Johnson: Yes. Overall for the year ahead, I'm looking for 2%-2.5% gross domestic product growth, and that's adjusted for inflation. And then if you look back at last year at 2011, we grew about 1.8%. So, there's some acceleration, but not massive. And again this year it's going to be more about the consumer. I don't think you're going to have as big an export pop as we've had in the past, and I don't think even business spending will maybe be quite as robust as it was in 2011.
But on the other hand, I think, on the investments side that housing maybe do just a little bit better, and so that's how I get to that kind of better number, a better consumer, a little better housing, and a little bit better construction in general. And that's where am at.
Stipp: But as with any forecast, there are always wild cards in there. What's on your worry list that you wake up at night and say, 'ooh, is that going to blow up?'
Johnson: Yeah. The one that really worries me always is inflation in general and commodity prices in particular. I would have thought given some the weakness we had seen in Europe and some talk of slowing in China that we would've seen oil prices down a little bit more than they have been in, and clearly one of the things that helped the Christmas season, the holiday season along this time was gas prices fell at just the right time. And I think that was a big help to the consumers' pocketbooks in the month of December. So, I think, now that gas prices have popped right back up again at the beginning of the year, that's not a good thing for consumers
And there's kind of a magic number there. Keep in mind, if inflation gets at a 4% year-over-year rate, that's the point that cuts off economic recoveries. Inflation is the number-one stopper of recoveries. And if that number gets up over 4%, I'm worried. I already have got oil as a problem. Some of the cold weather that's down in Florida--I've talked about mainly warm weather--but there has been some Florida issues and some issues at Brazil that both may look like some of commodities prices may go up a little bit, such as orange juice related to Florida and some of the other crops down in Brazil, as well. So, unfortunately, there are some little worrisome signs that maybe there is a little bit more inflation creeping back in again, which worries me.
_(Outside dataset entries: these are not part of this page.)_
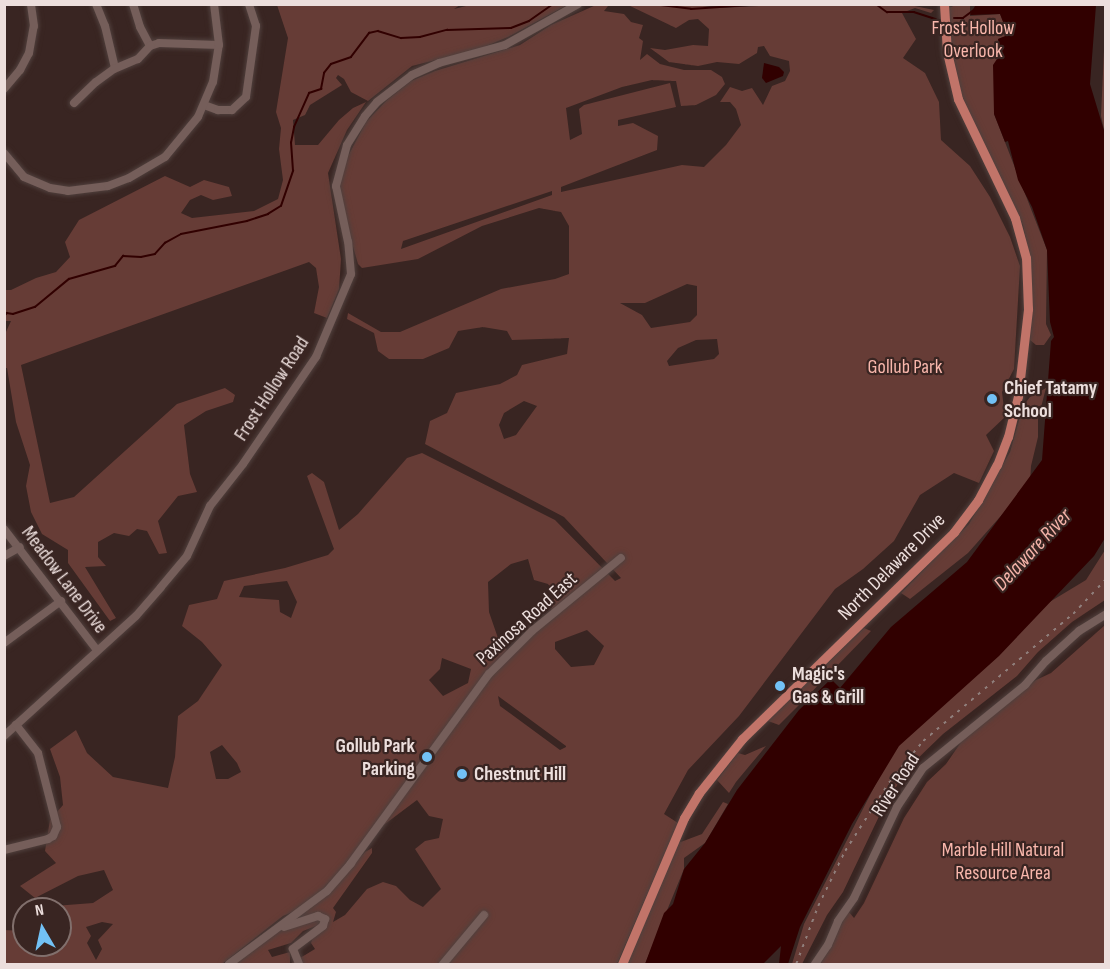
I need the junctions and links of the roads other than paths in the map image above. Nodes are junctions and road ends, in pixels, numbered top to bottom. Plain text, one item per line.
1 (32, 4) edge
2 (96, 4) edge
3 (133, 4) edge
4 (214, 4) edge
5 (249, 4) edge
6 (578, 4) edge
7 (944, 4) edge
8 (219, 45) junction
9 (150, 46) junction
10 (116, 68) junction
11 (5, 89) edge
12 (74, 103) dead end
13 (204, 105) junction
14 (4, 153) edge
15 (4, 529) edge
16 (20, 547) junction
17 (4, 556) edge
18 (621, 558) dead end
19 (61, 601) junction
20 (1106, 614) edge
21 (4, 643) edge
22 (97, 650) junction
23 (16, 725) junction
24 (4, 736) edge
25 (4, 850) edge
26 (484, 915) dead end
27 (277, 930) junction
28 (229, 964) edge
29 (299, 964) edge
30 (443, 964) edge
31 (622, 964) edge
32 (815, 964) edge

1 - 11 street
2 - 10 street
3 - 9 street
4 - 8 street
5 - 13 street
6 - 22 street, Frost Hollow Road
7 - 31 main road, North Delaware Drive
8 - 9 street
8 - 13 street
9 - 10 street
10 - 12 street
13 - 14 street
15 - 16 street, Meadow Lane Drive
16 - 17 street
16 - 19 street, Meadow Lane Drive
18 - 27 street, Paxinosa Road East
19 - 21 street
19 - 22 street, Meadow Lane Drive
20 - 32 street, River Road
22 - 23 street, Frost Hollow Road
23 - 24 street, Frost Hollow Road
23 - 25 street
26 - 30 street
27 - 28 street, Paxinosa Road East
27 - 29 street, Paxinosa Road East

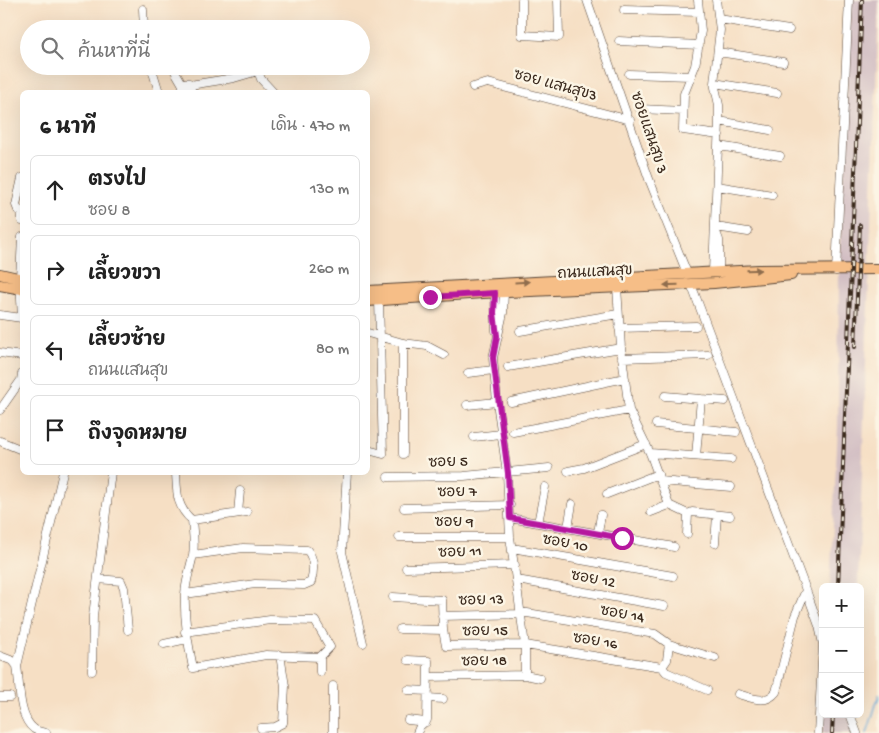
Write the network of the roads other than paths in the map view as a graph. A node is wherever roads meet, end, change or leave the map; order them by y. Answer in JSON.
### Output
{"nodes":[{"id":1,"x":522,"y":0,"type":"edge"},
{"id":2,"x":558,"y":0,"type":"edge"},
{"id":3,"x":587,"y":0,"type":"edge"},
{"id":4,"x":698,"y":0,"type":"edge"},
{"id":5,"x":716,"y":0,"type":"edge"},
{"id":6,"x":850,"y":0,"type":"edge"},
{"id":7,"x":142,"y":9,"type":"dead end"},
{"id":8,"x":624,"y":10,"type":"dead end"},
{"id":9,"x":699,"y":12,"type":"junction"},
{"id":10,"x":143,"y":20,"type":"edge"},
{"id":11,"x":719,"y":20,"type":"junction"},
{"id":12,"x":789,"y":30,"type":"dead end"},
{"id":13,"x":619,"y":41,"type":"dead end"},
{"id":14,"x":699,"y":45,"type":"junction"},
{"id":15,"x":718,"y":52,"type":"junction"},
{"id":16,"x":783,"y":62,"type":"dead end"},
{"id":17,"x":629,"y":74,"type":"dead end"},
{"id":18,"x":154,"y":75,"type":"edge"},
{"id":19,"x":178,"y":75,"type":"edge"},
{"id":20,"x":242,"y":75,"type":"edge"},
{"id":21,"x":259,"y":75,"type":"edge"},
{"id":22,"x":690,"y":76,"type":"junction"},
{"id":23,"x":714,"y":84,"type":"junction"},
{"id":24,"x":473,"y":87,"type":"dead end"},
{"id":25,"x":186,"y":88,"type":"edge"},
{"id":26,"x":158,"y":90,"type":"edge"},
{"id":27,"x":270,"y":90,"type":"edge"},
{"id":28,"x":776,"y":93,"type":"dead end"},
{"id":29,"x":640,"y":109,"type":"dead end"},
{"id":30,"x":683,"y":111,"type":"junction"},
{"id":31,"x":630,"y":120,"type":"junction"},
{"id":32,"x":719,"y":121,"type":"junction"},
{"id":33,"x":770,"y":130,"type":"dead end"},
{"id":34,"x":719,"y":135,"type":"junction"},
{"id":35,"x":719,"y":146,"type":"junction"},
{"id":36,"x":780,"y":156,"type":"dead end"},
{"id":37,"x":717,"y":186,"type":"junction"},
{"id":38,"x":20,"y":187,"type":"edge"},
{"id":39,"x":772,"y":195,"type":"dead end"},
{"id":40,"x":20,"y":210,"type":"edge"},
{"id":41,"x":716,"y":229,"type":"junction"},
{"id":42,"x":748,"y":232,"type":"dead end"},
{"id":43,"x":879,"y":269,"type":"edge"},
{"id":44,"x":836,"y":270,"type":"junction"},
{"id":45,"x":687,"y":273,"type":"junction"},
{"id":46,"x":0,"y":274,"type":"edge"},
{"id":47,"x":715,"y":276,"type":"junction"},
{"id":48,"x":20,"y":284,"type":"edge"},
{"id":49,"x":20,"y":284,"type":"edge"},
{"id":50,"x":692,"y":284,"type":"junction"},
{"id":51,"x":0,"y":285,"type":"edge"},
{"id":52,"x":617,"y":287,"type":"junction"},
{"id":53,"x":500,"y":292,"type":"junction"},
{"id":54,"x":378,"y":298,"type":"edge"},
{"id":55,"x":618,"y":314,"type":"junction"},
{"id":56,"x":0,"y":315,"type":"edge"},
{"id":57,"x":20,"y":318,"type":"edge"},
{"id":58,"x":696,"y":326,"type":"dead end"},
{"id":59,"x":619,"y":328,"type":"junction"},
{"id":60,"x":520,"y":331,"type":"dead end"},
{"id":61,"x":370,"y":333,"type":"edge"},
{"id":62,"x":381,"y":336,"type":"junction"},
{"id":63,"x":403,"y":343,"type":"junction"},
{"id":64,"x":621,"y":348,"type":"junction"},
{"id":65,"x":0,"y":353,"type":"edge"},
{"id":66,"x":444,"y":355,"type":"dead end"},
{"id":67,"x":708,"y":355,"type":"dead end"},
{"id":68,"x":20,"y":356,"type":"edge"},
{"id":69,"x":622,"y":358,"type":"junction"},
{"id":70,"x":508,"y":367,"type":"dead end"},
{"id":71,"x":494,"y":370,"type":"junction"},
{"id":72,"x":468,"y":373,"type":"dead end"},
{"id":73,"x":625,"y":378,"type":"junction"},
{"id":74,"x":20,"y":381,"type":"edge"},
{"id":75,"x":665,"y":396,"type":"dead end"},
{"id":76,"x":701,"y":399,"type":"junction"},
{"id":77,"x":725,"y":401,"type":"dead end"},
{"id":78,"x":497,"y":402,"type":"junction"},
{"id":79,"x":511,"y":402,"type":"dead end"},
{"id":80,"x":467,"y":405,"type":"dead end"},
{"id":81,"x":0,"y":410,"type":"edge"},
{"id":82,"x":629,"y":410,"type":"junction"},
{"id":83,"x":656,"y":424,"type":"dead end"},
{"id":84,"x":699,"y":428,"type":"junction"},
{"id":85,"x":513,"y":432,"type":"dead end"},
{"id":86,"x":736,"y":432,"type":"dead end"},
{"id":87,"x":502,"y":434,"type":"junction"},
{"id":88,"x":474,"y":437,"type":"dead end"},
{"id":89,"x":0,"y":441,"type":"edge"},
{"id":90,"x":646,"y":444,"type":"junction"},
{"id":91,"x":20,"y":449,"type":"edge"},
{"id":92,"x":370,"y":451,"type":"edge"},
{"id":93,"x":650,"y":453,"type":"junction"},
{"id":94,"x":403,"y":454,"type":"dead end"},
{"id":95,"x":696,"y":456,"type":"junction"},
{"id":96,"x":731,"y":459,"type":"dead end"},
{"id":97,"x":549,"y":468,"type":"dead end"},
{"id":98,"x":568,"y":471,"type":"dead end"},
{"id":99,"x":508,"y":473,"type":"junction"},
{"id":100,"x":62,"y":475,"type":"edge"},
{"id":101,"x":111,"y":475,"type":"edge"},
{"id":102,"x":176,"y":475,"type":"edge"},
{"id":103,"x":347,"y":475,"type":"edge"},
{"id":104,"x":388,"y":476,"type":"dead end"},
{"id":105,"x":659,"y":478,"type":"junction"},
{"id":106,"x":545,"y":487,"type":"dead end"},
{"id":107,"x":731,"y":487,"type":"dead end"},
{"id":108,"x":240,"y":491,"type":"dead end"},
{"id":109,"x":606,"y":494,"type":"dead end"},
{"id":110,"x":572,"y":504,"type":"dead end"},
{"id":111,"x":510,"y":505,"type":"junction"},
{"id":112,"x":669,"y":505,"type":"junction"},
{"id":113,"x":404,"y":508,"type":"dead end"},
{"id":114,"x":247,"y":512,"type":"dead end"},
{"id":115,"x":651,"y":512,"type":"dead end"},
{"id":116,"x":238,"y":513,"type":"junction"},
{"id":117,"x":688,"y":514,"type":"junction"},
{"id":118,"x":717,"y":514,"type":"junction"},
{"id":119,"x":602,"y":515,"type":"dead end"},
{"id":120,"x":730,"y":516,"type":"dead end"},
{"id":121,"x":510,"y":518,"type":"junction"},
{"id":122,"x":192,"y":520,"type":"junction"},
{"id":123,"x":538,"y":523,"type":"junction"},
{"id":124,"x":568,"y":528,"type":"junction"},
{"id":125,"x":598,"y":533,"type":"junction"},
{"id":126,"x":687,"y":534,"type":"dead end"},
{"id":127,"x":510,"y":536,"type":"junction"},
{"id":128,"x":399,"y":537,"type":"dead end"},
{"id":129,"x":715,"y":543,"type":"dead end"},
{"id":130,"x":674,"y":547,"type":"dead end"},
{"id":131,"x":512,"y":548,"type":"junction"},
{"id":132,"x":193,"y":555,"type":"junction"},
{"id":133,"x":515,"y":565,"type":"junction"},
{"id":134,"x":406,"y":568,"type":"dead end"},
{"id":135,"x":673,"y":576,"type":"dead end"},
{"id":136,"x":98,"y":579,"type":"junction"},
{"id":137,"x":517,"y":580,"type":"junction"},
{"id":138,"x":806,"y":590,"type":"junction"},
{"id":139,"x":185,"y":594,"type":"junction"},
{"id":140,"x":393,"y":597,"type":"dead end"},
{"id":141,"x":664,"y":606,"type":"dead end"},
{"id":142,"x":521,"y":613,"type":"junction"},
{"id":143,"x":442,"y":616,"type":"junction"},
{"id":144,"x":819,"y":628,"type":"edge"},
{"id":145,"x":400,"y":629,"type":"dead end"},
{"id":146,"x":128,"y":630,"type":"dead end"},
{"id":147,"x":442,"y":630,"type":"junction"},
{"id":148,"x":186,"y":635,"type":"junction"},
{"id":149,"x":363,"y":643,"type":"dead end"},
{"id":150,"x":164,"y":644,"type":"dead end"},
{"id":151,"x":525,"y":644,"type":"junction"},
{"id":152,"x":669,"y":644,"type":"junction"},
{"id":153,"x":446,"y":646,"type":"joint"},
{"id":154,"x":280,"y":655,"type":"junction"},
{"id":155,"x":0,"y":656,"type":"edge"},
{"id":156,"x":320,"y":657,"type":"junction"},
{"id":157,"x":715,"y":658,"type":"dead end"},
{"id":158,"x":408,"y":660,"type":"dead end"},
{"id":159,"x":17,"y":666,"type":"junction"},
{"id":160,"x":662,"y":667,"type":"junction"},
{"id":161,"x":92,"y":671,"type":"dead end"},
{"id":162,"x":320,"y":672,"type":"dead end"},
{"id":163,"x":821,"y":673,"type":"edge"},
{"id":164,"x":525,"y":675,"type":"junction"},
{"id":165,"x":428,"y":677,"type":"junction"},
{"id":166,"x":540,"y":678,"type":"dead end"},
{"id":167,"x":333,"y":686,"type":"dead end"},
{"id":168,"x":408,"y":690,"type":"dead end"},
{"id":169,"x":707,"y":690,"type":"dead end"},
{"id":170,"x":428,"y":694,"type":"junction"},
{"id":171,"x":738,"y":694,"type":"dead end"},
{"id":172,"x":0,"y":696,"type":"edge"},
{"id":173,"x":10,"y":697,"type":"dead end"},
{"id":174,"x":443,"y":699,"type":"dead end"},
{"id":175,"x":851,"y":718,"type":"edge"},
{"id":176,"x":408,"y":720,"type":"dead end"},
{"id":177,"x":426,"y":722,"type":"junction"},
{"id":178,"x":261,"y":728,"type":"dead end"},
{"id":179,"x":46,"y":733,"type":"edge"},
{"id":180,"x":333,"y":733,"type":"edge"},
{"id":181,"x":417,"y":733,"type":"edge"},
{"id":182,"x":818,"y":733,"type":"edge"},
{"id":183,"x":857,"y":733,"type":"edge"}],
"edges":[{"from":1,"to":2,"type":"street"},
{"from":3,"to":31,"type":"street","name":"ซอยแสนสุข 3"},
{"from":4,"to":9,"type":"street"},
{"from":5,"to":11,"type":"street"},
{"from":6,"to":44,"type":"street"},
{"from":7,"to":10,"type":"street"},
{"from":8,"to":9,"type":"street"},
{"from":9,"to":14,"type":"street"},
{"from":11,"to":12,"type":"street"},
{"from":11,"to":15,"type":"street"},
{"from":13,"to":14,"type":"street"},
{"from":14,"to":22,"type":"street"},
{"from":15,"to":16,"type":"street"},
{"from":15,"to":23,"type":"street"},
{"from":17,"to":22,"type":"street"},
{"from":18,"to":26,"type":"street"},
{"from":19,"to":25,"type":"street"},
{"from":20,"to":25,"type":"street"},
{"from":21,"to":27,"type":"street"},
{"from":22,"to":30,"type":"street"},
{"from":23,"to":28,"type":"street"},
{"from":23,"to":32,"type":"street"},
{"from":24,"to":31,"type":"street","name":"ซอย แสนสุข3"},
{"from":29,"to":30,"type":"street"},
{"from":30,"to":34,"type":"street"},
{"from":31,"to":45,"type":"street","name":"ซอยแสนสุข 3"},
{"from":32,"to":33,"type":"street"},
{"from":32,"to":34,"type":"street"},
{"from":34,"to":35,"type":"street"},
{"from":35,"to":36,"type":"street"},
{"from":35,"to":37,"type":"street"},
{"from":37,"to":39,"type":"street"},
{"from":37,"to":41,"type":"street"},
{"from":38,"to":40,"type":"street"},
{"from":41,"to":42,"type":"street"},
{"from":41,"to":47,"type":"street"},
{"from":43,"to":44,"type":"main road","name":"ถนนแสนสุข"},
{"from":44,"to":47,"type":"main road","name":"ถนนแสนสุข"},
{"from":45,"to":47,"type":"main road","name":"ถนนแสนสุข"},
{"from":54,"to":45,"type":"main road","name":"ถนนแสนสุข","one_way":true},
{"from":46,"to":48,"type":"main road"},
{"from":47,"to":50,"type":"main road","name":"ถนนแสนสุข"},
{"from":49,"to":51,"type":"main road"},
{"from":50,"to":52,"type":"main road","name":"ถนนแสนสุข","one_way":true},
{"from":50,"to":138,"type":"street"},
{"from":52,"to":53,"type":"main road","name":"ถนนแสนสุข"},
{"from":52,"to":55,"type":"street"},
{"from":53,"to":54,"type":"main road","name":"ถนนแสนสุข"},
{"from":53,"to":71,"type":"street"},
{"from":54,"to":62,"type":"street"},
{"from":55,"to":59,"type":"street"},
{"from":55,"to":60,"type":"street"},
{"from":56,"to":57,"type":"street"},
{"from":58,"to":59,"type":"street"},
{"from":59,"to":64,"type":"street"},
{"from":61,"to":62,"type":"street"},
{"from":62,"to":63,"type":"street"},
{"from":62,"to":92,"type":"street"},
{"from":63,"to":66,"type":"street"},
{"from":63,"to":94,"type":"street"},
{"from":64,"to":69,"type":"street"},
{"from":64,"to":70,"type":"street"},
{"from":65,"to":68,"type":"street"},
{"from":67,"to":69,"type":"street"},
{"from":69,"to":73,"type":"street"},
{"from":71,"to":72,"type":"street"},
{"from":71,"to":78,"type":"street"},
{"from":73,"to":79,"type":"street"},
{"from":73,"to":82,"type":"street"},
{"from":74,"to":81,"type":"street"},
{"from":75,"to":76,"type":"street"},
{"from":76,"to":77,"type":"street"},
{"from":76,"to":84,"type":"street"},
{"from":78,"to":80,"type":"street"},
{"from":78,"to":87,"type":"street"},
{"from":82,"to":85,"type":"street"},
{"from":82,"to":90,"type":"street"},
{"from":83,"to":84,"type":"street"},
{"from":84,"to":86,"type":"street"},
{"from":84,"to":95,"type":"street"},
{"from":87,"to":88,"type":"street"},
{"from":87,"to":99,"type":"street"},
{"from":89,"to":91,"type":"street"},
{"from":90,"to":93,"type":"street"},
{"from":90,"to":98,"type":"street"},
{"from":93,"to":95,"type":"street"},
{"from":93,"to":105,"type":"street"},
{"from":95,"to":96,"type":"street"},
{"from":97,"to":99,"type":"street","name":"ซอย 5"},
{"from":99,"to":104,"type":"street","name":"ซอย 5"},
{"from":99,"to":111,"type":"street"},
{"from":100,"to":159,"type":"street"},
{"from":101,"to":136,"type":"street"},
{"from":102,"to":122,"type":"street"},
{"from":103,"to":149,"type":"street"},
{"from":105,"to":107,"type":"street"},
{"from":105,"to":109,"type":"street"},
{"from":105,"to":112,"type":"street"},
{"from":106,"to":123,"type":"street"},
{"from":108,"to":116,"type":"street"},
{"from":110,"to":124,"type":"street"},
{"from":111,"to":113,"type":"street","name":"ซอย 7"},
{"from":111,"to":121,"type":"street"},
{"from":112,"to":115,"type":"street"},
{"from":112,"to":117,"type":"street"},
{"from":114,"to":116,"type":"street"},
{"from":116,"to":122,"type":"street"},
{"from":117,"to":118,"type":"street"},
{"from":117,"to":126,"type":"street"},
{"from":118,"to":120,"type":"street"},
{"from":118,"to":129,"type":"street"},
{"from":119,"to":125,"type":"street"},
{"from":121,"to":123,"type":"street"},
{"from":121,"to":127,"type":"street"},
{"from":122,"to":132,"type":"street"},
{"from":123,"to":124,"type":"street"},
{"from":124,"to":125,"type":"street"},
{"from":125,"to":130,"type":"street"},
{"from":127,"to":128,"type":"street","name":"ซอย 9"},
{"from":127,"to":131,"type":"street"},
{"from":131,"to":133,"type":"street"},
{"from":131,"to":135,"type":"street","name":"ซอย 10"},
{"from":132,"to":139,"type":"street"},
{"from":132,"to":139,"type":"street"},
{"from":133,"to":134,"type":"street","name":"ซอย 11"},
{"from":133,"to":137,"type":"street"},
{"from":136,"to":146,"type":"street"},
{"from":136,"to":161,"type":"street"},
{"from":137,"to":141,"type":"street","name":"ซอย 12"},
{"from":137,"to":142,"type":"street"},
{"from":138,"to":144,"type":"street"},
{"from":138,"to":171,"type":"street"},
{"from":139,"to":148,"type":"street"},
{"from":140,"to":143,"type":"street","name":"ซอย 13"},
{"from":142,"to":143,"type":"street","name":"ซอย 13"},
{"from":142,"to":151,"type":"street"},
{"from":142,"to":152,"type":"street","name":"ซอย 14"},
{"from":143,"to":147,"type":"street","name":"ซอย 13"},
{"from":145,"to":147,"type":"street"},
{"from":147,"to":153,"type":"street","name":"ซอย 13"},
{"from":148,"to":150,"type":"street"},
{"from":148,"to":154,"type":"street"},
{"from":148,"to":156,"type":"street"},
{"from":151,"to":153,"type":"street","name":"ซอย 15"},
{"from":151,"to":160,"type":"street","name":"ซอย 16"},
{"from":151,"to":164,"type":"street"},
{"from":152,"to":157,"type":"street","name":"ซอย 14"},
{"from":152,"to":160,"type":"street"},
{"from":154,"to":156,"type":"street"},
{"from":154,"to":178,"type":"street"},
{"from":155,"to":159,"type":"street"},
{"from":156,"to":162,"type":"street"},
{"from":158,"to":165,"type":"street"},
{"from":159,"to":179,"type":"street"},
{"from":160,"to":169,"type":"street","name":"ซอย 16"},
{"from":163,"to":182,"type":"street"},
{"from":164,"to":165,"type":"street","name":"ซอย 18"},
{"from":164,"to":166,"type":"street","name":"ซอย 18"},
{"from":165,"to":170,"type":"street"},
{"from":167,"to":180,"type":"street"},
{"from":168,"to":170,"type":"street"},
{"from":170,"to":174,"type":"street"},
{"from":170,"to":177,"type":"street"},
{"from":172,"to":173,"type":"street"},
{"from":175,"to":183,"type":"street"},
{"from":176,"to":177,"type":"street"},
{"from":177,"to":181,"type":"street"}]}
Stipp: So inflation is a very important one to keep on your radar screen as a potential risk. What about Europe?
Johnson: Yeah. Europe is always a worry. Now, again, I've always said it's only 3% of our GDP, but I am worried about Europe. It started to creep into a few different company numbers that we've seen. We've talked about luxury goods guys doing really well, and obviously Nordstrom, Saks, and the companies that are U.S. luxury-dependent did do well. But Tiffany for the latest quarter was a little bit soft, and certainly didn't help that China and Europe are both feeling a little bit softer and those are key markets for the company. So, that's certainly something to worry about, as some of the slowing in Europe. I think, we could have a negative quarter of growth in Europe coming up.
Stipp: So, you mentioned China. A slowdown there is on a lot of people's worry list. How big is that on your worry list?
Johnson: Well, again, it's even smaller than Europe on our list, but it certainly could affect individual companies in a very big way. China has been kind of relatively consistent 10% grower and now we are thinking more like 6%- 8% type of growth. As the country grows slower, hopefully that will help some of our commodity prices. The thing that I mentioned I was worried about earlier. So, I'm not as worried as some are about China, but clearly it is on a lot of people's minds and on the market's mind. So, that's something for the radar.
Stipp: All right, Bob. So it sounds like you've put out a caution sign for maybe some softness in the first quarter, but definitely not a panic sign. You see some brighter, in fact accelerated growth for the rest of the 2012. So, thanks for joining us and giving us that update today.
Johnson: Thank you.
Stipp: From Morningstar, I'm Jason Stipp. Thanks for watching.